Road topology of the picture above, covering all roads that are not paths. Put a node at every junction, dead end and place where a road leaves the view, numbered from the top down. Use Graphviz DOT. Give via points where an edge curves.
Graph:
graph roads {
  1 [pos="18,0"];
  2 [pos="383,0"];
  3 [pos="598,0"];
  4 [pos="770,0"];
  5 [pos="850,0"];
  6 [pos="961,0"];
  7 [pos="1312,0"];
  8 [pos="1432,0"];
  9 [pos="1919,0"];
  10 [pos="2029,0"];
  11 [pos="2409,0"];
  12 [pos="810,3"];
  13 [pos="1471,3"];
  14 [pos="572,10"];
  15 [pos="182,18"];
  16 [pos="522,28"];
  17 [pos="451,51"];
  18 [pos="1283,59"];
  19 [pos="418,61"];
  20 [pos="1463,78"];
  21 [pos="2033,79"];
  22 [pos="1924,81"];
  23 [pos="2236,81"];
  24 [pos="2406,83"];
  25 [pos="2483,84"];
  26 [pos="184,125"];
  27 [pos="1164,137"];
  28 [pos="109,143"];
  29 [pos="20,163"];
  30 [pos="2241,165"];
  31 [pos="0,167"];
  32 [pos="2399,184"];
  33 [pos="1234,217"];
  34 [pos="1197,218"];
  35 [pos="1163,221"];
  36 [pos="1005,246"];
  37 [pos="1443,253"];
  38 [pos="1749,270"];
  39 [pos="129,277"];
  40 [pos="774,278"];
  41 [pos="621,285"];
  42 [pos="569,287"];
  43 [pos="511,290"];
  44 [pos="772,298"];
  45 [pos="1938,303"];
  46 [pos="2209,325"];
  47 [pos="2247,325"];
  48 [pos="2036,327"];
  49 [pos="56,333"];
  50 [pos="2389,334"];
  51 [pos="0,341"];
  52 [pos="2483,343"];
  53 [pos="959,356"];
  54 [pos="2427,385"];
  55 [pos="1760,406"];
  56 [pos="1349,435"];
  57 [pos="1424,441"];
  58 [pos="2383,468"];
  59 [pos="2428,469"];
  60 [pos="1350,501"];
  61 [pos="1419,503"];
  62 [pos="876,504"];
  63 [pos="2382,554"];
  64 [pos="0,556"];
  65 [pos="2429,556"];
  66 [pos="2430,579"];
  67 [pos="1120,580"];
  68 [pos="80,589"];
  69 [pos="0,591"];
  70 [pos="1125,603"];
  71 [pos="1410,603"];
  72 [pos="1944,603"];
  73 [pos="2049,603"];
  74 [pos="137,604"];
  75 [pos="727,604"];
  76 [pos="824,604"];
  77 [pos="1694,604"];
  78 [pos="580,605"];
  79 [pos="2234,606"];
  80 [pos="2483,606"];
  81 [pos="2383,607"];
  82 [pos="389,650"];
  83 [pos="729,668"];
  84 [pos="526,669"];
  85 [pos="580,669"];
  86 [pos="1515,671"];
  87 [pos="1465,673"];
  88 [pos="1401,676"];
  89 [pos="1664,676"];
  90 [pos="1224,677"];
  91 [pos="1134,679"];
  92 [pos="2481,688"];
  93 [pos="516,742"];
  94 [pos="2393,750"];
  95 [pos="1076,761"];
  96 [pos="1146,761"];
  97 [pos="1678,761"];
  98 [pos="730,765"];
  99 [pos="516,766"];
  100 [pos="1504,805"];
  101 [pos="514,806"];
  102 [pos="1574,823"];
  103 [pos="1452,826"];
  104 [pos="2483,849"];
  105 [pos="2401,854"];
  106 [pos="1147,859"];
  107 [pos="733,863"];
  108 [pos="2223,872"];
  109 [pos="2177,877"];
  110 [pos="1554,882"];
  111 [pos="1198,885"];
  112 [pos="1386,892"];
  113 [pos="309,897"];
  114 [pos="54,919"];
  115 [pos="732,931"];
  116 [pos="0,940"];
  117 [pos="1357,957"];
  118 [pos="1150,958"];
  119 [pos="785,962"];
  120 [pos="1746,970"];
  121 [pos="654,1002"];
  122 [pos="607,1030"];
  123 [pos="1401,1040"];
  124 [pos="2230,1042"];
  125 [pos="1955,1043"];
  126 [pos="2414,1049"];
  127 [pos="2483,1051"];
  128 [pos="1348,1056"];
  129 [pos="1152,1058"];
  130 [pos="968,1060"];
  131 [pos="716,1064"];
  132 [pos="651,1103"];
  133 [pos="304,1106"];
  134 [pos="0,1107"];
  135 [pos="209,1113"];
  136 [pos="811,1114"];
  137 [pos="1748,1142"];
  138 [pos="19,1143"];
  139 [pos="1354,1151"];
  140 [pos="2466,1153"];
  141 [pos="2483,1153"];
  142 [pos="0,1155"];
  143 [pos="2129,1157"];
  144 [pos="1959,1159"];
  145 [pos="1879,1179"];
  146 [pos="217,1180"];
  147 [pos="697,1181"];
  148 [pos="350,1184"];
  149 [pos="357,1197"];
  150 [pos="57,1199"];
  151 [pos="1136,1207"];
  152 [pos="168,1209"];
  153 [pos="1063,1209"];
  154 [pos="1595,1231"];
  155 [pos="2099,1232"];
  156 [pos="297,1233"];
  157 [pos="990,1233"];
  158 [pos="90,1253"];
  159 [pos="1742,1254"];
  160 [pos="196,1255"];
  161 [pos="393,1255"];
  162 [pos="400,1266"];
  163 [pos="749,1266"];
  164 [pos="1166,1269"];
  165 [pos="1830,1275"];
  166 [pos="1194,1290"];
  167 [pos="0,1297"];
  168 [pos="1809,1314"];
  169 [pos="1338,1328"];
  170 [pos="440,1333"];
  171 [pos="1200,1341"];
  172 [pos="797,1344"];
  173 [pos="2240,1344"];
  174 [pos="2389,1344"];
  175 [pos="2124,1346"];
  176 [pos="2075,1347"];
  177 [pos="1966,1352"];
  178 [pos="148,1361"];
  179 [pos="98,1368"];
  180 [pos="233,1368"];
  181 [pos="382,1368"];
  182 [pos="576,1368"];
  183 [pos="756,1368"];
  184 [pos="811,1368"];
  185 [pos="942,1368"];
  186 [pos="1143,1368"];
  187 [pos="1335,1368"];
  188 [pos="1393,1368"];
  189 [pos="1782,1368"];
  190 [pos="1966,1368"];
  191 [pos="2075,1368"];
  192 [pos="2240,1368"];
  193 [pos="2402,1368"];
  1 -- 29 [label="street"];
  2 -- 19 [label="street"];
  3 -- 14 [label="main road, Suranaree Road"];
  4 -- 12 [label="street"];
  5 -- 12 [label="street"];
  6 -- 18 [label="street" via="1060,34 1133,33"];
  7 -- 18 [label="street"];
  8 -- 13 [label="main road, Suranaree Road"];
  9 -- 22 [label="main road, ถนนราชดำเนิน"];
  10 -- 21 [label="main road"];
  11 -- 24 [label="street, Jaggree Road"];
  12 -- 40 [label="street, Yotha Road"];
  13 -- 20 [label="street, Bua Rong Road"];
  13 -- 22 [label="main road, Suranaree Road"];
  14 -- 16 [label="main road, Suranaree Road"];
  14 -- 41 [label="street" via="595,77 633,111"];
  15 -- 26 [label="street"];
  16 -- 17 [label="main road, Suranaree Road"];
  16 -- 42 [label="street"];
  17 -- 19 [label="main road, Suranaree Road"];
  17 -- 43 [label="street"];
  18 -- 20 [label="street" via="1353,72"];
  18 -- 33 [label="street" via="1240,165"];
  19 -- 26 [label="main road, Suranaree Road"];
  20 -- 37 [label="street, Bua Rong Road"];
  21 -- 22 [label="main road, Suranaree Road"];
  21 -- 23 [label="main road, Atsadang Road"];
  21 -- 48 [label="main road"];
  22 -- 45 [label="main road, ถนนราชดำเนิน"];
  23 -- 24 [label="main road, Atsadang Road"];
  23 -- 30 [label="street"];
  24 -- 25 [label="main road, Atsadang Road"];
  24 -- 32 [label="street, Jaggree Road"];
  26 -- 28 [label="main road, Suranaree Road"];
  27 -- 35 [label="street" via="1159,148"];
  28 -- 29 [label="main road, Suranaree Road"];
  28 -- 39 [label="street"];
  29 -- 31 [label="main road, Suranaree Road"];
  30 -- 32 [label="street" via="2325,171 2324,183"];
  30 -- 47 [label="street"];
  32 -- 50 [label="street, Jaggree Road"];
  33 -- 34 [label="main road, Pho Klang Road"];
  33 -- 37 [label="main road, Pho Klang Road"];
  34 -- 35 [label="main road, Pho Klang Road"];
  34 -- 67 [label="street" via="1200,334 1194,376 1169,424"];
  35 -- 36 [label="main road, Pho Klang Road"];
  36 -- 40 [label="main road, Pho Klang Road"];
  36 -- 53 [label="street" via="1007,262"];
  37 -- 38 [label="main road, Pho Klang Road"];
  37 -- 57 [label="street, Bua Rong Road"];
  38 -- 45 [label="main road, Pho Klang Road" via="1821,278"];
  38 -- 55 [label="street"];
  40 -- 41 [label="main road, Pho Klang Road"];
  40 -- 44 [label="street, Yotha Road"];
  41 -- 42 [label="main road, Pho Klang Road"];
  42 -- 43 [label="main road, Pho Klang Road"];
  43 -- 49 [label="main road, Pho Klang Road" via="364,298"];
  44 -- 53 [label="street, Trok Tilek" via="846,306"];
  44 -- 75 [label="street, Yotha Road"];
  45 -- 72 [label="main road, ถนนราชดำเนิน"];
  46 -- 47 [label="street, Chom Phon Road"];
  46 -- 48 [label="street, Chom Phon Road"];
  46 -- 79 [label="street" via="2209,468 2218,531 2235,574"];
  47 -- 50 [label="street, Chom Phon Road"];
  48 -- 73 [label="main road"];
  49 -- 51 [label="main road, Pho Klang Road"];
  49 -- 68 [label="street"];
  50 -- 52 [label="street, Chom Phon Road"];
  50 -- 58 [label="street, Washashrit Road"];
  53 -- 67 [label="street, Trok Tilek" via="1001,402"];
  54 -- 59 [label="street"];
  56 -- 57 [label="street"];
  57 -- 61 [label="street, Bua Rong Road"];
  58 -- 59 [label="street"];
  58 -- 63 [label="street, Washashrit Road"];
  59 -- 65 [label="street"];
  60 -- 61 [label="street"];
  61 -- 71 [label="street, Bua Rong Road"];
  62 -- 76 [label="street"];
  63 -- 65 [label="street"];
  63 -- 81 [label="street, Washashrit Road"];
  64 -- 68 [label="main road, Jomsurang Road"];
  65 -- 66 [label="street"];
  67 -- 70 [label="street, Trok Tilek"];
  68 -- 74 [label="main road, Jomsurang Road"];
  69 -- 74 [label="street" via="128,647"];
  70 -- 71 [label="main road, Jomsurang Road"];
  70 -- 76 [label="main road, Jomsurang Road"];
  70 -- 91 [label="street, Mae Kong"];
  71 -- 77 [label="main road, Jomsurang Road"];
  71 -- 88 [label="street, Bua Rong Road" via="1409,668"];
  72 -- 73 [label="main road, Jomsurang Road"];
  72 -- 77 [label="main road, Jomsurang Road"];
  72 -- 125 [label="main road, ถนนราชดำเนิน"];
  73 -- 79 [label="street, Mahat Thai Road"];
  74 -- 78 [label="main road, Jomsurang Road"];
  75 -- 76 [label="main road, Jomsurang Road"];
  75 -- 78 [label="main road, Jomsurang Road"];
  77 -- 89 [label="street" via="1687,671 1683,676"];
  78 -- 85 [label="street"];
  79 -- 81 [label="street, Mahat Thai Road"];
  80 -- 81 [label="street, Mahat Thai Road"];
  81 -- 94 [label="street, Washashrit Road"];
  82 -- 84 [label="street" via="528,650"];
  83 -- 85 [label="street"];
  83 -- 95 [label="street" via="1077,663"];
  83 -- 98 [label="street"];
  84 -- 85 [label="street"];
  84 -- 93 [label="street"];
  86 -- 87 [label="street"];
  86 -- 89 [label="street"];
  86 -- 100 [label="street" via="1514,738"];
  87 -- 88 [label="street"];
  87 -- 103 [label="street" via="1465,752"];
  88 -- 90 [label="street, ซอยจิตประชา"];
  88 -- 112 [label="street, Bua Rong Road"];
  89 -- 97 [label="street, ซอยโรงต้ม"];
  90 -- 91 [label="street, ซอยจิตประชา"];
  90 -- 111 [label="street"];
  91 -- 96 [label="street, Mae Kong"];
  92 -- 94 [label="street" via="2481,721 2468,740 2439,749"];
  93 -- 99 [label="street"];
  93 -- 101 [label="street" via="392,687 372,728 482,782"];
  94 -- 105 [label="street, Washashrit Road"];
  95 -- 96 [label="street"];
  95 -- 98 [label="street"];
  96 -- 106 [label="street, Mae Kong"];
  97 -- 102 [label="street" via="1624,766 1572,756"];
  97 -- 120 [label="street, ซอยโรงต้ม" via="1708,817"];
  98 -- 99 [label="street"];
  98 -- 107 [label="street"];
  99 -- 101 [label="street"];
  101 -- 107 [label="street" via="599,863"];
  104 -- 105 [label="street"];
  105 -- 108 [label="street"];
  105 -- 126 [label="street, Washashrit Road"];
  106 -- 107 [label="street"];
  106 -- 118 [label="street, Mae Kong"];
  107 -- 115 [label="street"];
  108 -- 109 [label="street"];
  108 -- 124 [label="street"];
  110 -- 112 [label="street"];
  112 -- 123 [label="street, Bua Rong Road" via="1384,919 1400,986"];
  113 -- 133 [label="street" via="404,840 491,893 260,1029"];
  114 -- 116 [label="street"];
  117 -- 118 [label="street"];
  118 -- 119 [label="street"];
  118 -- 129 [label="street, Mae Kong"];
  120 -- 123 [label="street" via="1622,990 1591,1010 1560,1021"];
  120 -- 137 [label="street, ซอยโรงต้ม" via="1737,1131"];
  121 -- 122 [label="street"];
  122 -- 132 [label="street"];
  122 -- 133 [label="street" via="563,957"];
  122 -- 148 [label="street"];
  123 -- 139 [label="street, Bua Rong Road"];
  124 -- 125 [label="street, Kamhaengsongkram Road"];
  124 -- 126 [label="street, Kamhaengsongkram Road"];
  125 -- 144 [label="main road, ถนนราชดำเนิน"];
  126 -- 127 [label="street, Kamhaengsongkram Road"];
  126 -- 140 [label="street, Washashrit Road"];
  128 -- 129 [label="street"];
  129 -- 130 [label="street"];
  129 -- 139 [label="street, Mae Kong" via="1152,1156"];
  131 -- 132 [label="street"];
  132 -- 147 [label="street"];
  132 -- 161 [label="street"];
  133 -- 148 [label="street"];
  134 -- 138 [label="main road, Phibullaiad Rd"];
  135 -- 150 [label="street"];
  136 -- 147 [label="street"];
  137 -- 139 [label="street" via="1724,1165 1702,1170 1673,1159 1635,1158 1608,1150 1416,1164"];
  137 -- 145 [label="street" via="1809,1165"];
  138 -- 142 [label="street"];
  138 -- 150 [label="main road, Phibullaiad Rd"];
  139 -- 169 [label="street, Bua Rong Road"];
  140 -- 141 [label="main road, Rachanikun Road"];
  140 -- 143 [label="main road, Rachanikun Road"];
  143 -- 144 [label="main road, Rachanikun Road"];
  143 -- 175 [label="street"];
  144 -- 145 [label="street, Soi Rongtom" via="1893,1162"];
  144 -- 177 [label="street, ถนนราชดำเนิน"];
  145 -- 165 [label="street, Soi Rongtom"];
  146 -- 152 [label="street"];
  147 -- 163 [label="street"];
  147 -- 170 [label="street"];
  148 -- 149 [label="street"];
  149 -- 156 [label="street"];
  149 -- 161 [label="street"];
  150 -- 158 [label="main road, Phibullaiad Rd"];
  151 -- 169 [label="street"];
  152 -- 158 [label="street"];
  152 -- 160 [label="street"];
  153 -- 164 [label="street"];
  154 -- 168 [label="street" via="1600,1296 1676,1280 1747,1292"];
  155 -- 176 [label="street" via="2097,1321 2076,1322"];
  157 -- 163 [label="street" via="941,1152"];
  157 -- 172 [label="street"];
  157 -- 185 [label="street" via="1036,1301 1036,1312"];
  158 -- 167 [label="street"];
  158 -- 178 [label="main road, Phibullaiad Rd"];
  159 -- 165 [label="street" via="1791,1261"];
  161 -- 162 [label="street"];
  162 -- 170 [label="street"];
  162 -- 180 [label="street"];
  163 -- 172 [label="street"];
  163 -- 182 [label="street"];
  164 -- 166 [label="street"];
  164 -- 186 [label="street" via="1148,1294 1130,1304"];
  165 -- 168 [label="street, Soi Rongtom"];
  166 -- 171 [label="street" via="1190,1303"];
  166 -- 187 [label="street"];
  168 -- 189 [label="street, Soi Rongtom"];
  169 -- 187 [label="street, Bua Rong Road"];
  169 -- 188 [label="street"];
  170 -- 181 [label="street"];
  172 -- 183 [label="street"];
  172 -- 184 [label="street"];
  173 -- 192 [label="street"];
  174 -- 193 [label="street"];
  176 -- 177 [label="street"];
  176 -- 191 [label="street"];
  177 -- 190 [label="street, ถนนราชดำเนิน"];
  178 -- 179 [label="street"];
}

» Work instructions:
For each line of the material that includes the word "Kong", make a copy.

» Exercise solution:
  70 -- 91 [label="street, Mae Kong"];
  91 -- 96 [label="street, Mae Kong"];
  96 -- 106 [label="street, Mae Kong"];
  106 -- 118 [label="street, Mae Kong"];
  118 -- 129 [label="street, Mae Kong"];
  129 -- 139 [label="street, Mae Kong" via="1152,1156"];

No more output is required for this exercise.